Two years ago, I was sitting in a doctor’s office waiting to have yet another test done on one of my service-connected conditions and an elderly gentleman asked me about the book I was reading. We started chatting and somewhere along the way I referenced something about Afghanistan. The gentleman began asking me questions about my service and it became apparent that he had served as well. I began to ask him about his service and he briefly answered my questions but continued to turn the conversation back to my service, saying that he found it “fascinating” and that his service “wasn’t that interesting.” We talked for quite awhile, with him asking all sorts of questions about Afghanistan and what it was like to be an intelligence officer and he seemed utterly delighted to hear my answers (he thought it especially interesting that I had been a Captain when I got out and he only a lieutenant – he even saluted me!).
Finally, towards the end of our chat, I got him to talk more about himself. It turns out that he had been a WWII navigator. One day, he was asked to substitute on another crew, and on that mission, he was shot down over Germany and taken prisoner for 18 months. He talked about marching for days in the snow in only two pair of socks and how, when they would stop for the night, he would take them off and squeeze out the blood – he kept repeating the squeezing motion and telling me he could still remember that clear as day. After he was freed by Patton’s Army, he ran into a member of his original crew. They had also been shot down and all but one taken prisoner, that one was caught by townspeople and pitchforked to death.
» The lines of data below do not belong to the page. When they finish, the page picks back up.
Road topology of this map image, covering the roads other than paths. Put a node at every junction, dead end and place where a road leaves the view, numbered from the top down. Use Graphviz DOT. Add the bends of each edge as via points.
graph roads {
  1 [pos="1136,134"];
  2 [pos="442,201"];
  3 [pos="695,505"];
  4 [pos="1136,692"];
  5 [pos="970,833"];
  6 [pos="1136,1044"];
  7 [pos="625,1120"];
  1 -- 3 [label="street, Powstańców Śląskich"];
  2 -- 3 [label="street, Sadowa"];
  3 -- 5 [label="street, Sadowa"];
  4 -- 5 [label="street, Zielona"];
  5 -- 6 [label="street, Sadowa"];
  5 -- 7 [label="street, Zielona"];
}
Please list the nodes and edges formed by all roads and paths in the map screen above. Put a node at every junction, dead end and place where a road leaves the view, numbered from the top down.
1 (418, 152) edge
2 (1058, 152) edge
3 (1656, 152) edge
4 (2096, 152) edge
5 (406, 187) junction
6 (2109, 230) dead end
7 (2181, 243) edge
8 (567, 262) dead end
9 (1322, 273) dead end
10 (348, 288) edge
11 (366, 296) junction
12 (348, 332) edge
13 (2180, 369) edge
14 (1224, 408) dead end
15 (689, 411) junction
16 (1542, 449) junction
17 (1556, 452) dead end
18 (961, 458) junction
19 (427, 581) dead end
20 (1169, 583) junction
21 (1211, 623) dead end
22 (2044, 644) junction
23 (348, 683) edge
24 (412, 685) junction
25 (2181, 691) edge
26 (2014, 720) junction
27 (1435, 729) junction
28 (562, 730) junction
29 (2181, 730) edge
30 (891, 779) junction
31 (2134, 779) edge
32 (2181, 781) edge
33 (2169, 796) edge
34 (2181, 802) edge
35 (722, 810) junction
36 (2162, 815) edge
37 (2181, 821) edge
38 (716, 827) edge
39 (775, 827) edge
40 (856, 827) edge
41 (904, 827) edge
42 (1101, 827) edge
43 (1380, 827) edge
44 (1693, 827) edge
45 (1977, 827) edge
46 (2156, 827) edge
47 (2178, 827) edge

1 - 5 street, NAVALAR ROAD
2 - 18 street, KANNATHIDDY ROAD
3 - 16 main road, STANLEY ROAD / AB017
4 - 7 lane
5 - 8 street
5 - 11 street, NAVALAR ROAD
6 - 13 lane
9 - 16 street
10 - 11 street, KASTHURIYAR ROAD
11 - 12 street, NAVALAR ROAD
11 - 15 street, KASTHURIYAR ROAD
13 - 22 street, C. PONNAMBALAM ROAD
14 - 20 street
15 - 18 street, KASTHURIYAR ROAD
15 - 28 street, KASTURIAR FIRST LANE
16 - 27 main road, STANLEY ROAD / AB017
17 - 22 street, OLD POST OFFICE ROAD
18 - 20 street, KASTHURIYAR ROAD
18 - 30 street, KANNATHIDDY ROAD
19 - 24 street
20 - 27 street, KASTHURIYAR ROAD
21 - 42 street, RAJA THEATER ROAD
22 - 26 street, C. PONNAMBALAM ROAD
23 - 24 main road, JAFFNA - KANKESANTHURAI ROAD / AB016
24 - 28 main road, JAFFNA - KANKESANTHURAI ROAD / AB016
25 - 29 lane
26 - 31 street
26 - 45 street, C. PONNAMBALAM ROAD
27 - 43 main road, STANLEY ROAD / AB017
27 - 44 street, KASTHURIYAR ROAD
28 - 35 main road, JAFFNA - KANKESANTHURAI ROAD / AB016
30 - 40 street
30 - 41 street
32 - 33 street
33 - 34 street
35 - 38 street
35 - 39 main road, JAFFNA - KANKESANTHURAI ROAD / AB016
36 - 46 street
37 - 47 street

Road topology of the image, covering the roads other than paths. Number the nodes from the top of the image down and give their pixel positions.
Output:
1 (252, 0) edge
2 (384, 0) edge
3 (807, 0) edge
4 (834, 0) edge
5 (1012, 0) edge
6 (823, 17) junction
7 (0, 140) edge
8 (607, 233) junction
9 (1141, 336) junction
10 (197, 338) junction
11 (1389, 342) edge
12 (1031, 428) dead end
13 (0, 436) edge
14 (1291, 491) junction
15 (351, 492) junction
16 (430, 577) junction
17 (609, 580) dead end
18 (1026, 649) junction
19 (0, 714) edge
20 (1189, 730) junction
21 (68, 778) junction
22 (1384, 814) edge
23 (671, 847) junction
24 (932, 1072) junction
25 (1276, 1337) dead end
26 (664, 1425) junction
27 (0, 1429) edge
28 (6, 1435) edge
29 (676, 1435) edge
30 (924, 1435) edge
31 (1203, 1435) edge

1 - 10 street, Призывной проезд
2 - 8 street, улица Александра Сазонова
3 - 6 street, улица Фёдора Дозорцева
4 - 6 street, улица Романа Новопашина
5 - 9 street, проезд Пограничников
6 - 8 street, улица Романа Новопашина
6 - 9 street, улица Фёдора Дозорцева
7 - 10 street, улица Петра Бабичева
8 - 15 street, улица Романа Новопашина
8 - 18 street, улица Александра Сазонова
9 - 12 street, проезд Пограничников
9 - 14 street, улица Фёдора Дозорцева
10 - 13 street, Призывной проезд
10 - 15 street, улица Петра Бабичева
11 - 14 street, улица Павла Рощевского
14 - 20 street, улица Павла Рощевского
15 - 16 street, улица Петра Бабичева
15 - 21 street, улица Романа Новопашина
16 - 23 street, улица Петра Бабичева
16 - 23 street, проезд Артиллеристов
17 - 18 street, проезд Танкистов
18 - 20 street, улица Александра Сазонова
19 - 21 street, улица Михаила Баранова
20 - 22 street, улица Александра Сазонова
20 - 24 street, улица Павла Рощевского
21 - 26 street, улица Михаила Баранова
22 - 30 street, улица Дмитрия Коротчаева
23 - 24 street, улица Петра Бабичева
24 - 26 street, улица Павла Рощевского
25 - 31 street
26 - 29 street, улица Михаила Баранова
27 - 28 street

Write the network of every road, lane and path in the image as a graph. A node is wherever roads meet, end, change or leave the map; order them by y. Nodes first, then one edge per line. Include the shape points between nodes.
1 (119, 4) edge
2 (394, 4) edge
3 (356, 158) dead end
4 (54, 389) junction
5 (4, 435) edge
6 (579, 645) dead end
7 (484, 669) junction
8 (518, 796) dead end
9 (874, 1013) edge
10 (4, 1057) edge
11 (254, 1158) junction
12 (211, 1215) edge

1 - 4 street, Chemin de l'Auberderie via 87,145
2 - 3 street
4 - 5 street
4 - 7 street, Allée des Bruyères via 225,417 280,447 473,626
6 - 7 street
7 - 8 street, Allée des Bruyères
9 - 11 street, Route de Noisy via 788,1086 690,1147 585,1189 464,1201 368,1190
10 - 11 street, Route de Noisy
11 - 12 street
I was in AWE, sheer awe. This man had been through things I could not even imagine and was so humble, more interested in asking about my service and what I had seen and done than he was in telling me about his service and the utterly incredible things he had seen and done. When the doctor called my name, I was truly sad to go, wishing I could have spent more time with that gentleman. As I got up and made my way across the waiting room, I heard him lean across to a man and start to tell him about my service.
When I took my oath, to support and defend this great nation, it didn’t really hit me that doing so would link me forever with men like this, that I would have the privilege of wearing the same title of veteran as this man. To this day, that thought still leaves me speechless. I am a link, a link between the men and women who came before me, who sacrificed more than many can even fathom, and those who have and will come after. All of us loving this country enough to be willing to fight and die for it. And it is the greatest honor I could ever hope to earn.
Thank you to my fellow veterans. To those who endured early morning runs and bad food, months and years away from family and friends with missed birthdays and anniversaries, more physical strain and mental anguish than you thought you were capable of, sandstorms and mustard gas, jungle rot and malaria, phantom limbs and friends whose presence will never stop being missed, captivity and abuse, injuries that will never heal and scars that will never fade – you have paid the price of admission to that hallowed group of individuals who carry the title of veteran. We remember and we are grateful.
I also want to take a moment to recognize a few individuals who are still serving this Veterans Day. To Ryan in Bahrain and Cpl McAvoy and his fellow Marines, who are currently floating somewhere in the Pacific Ocean, thank you for your service and for your continued sacrifices so that this nation can remain free.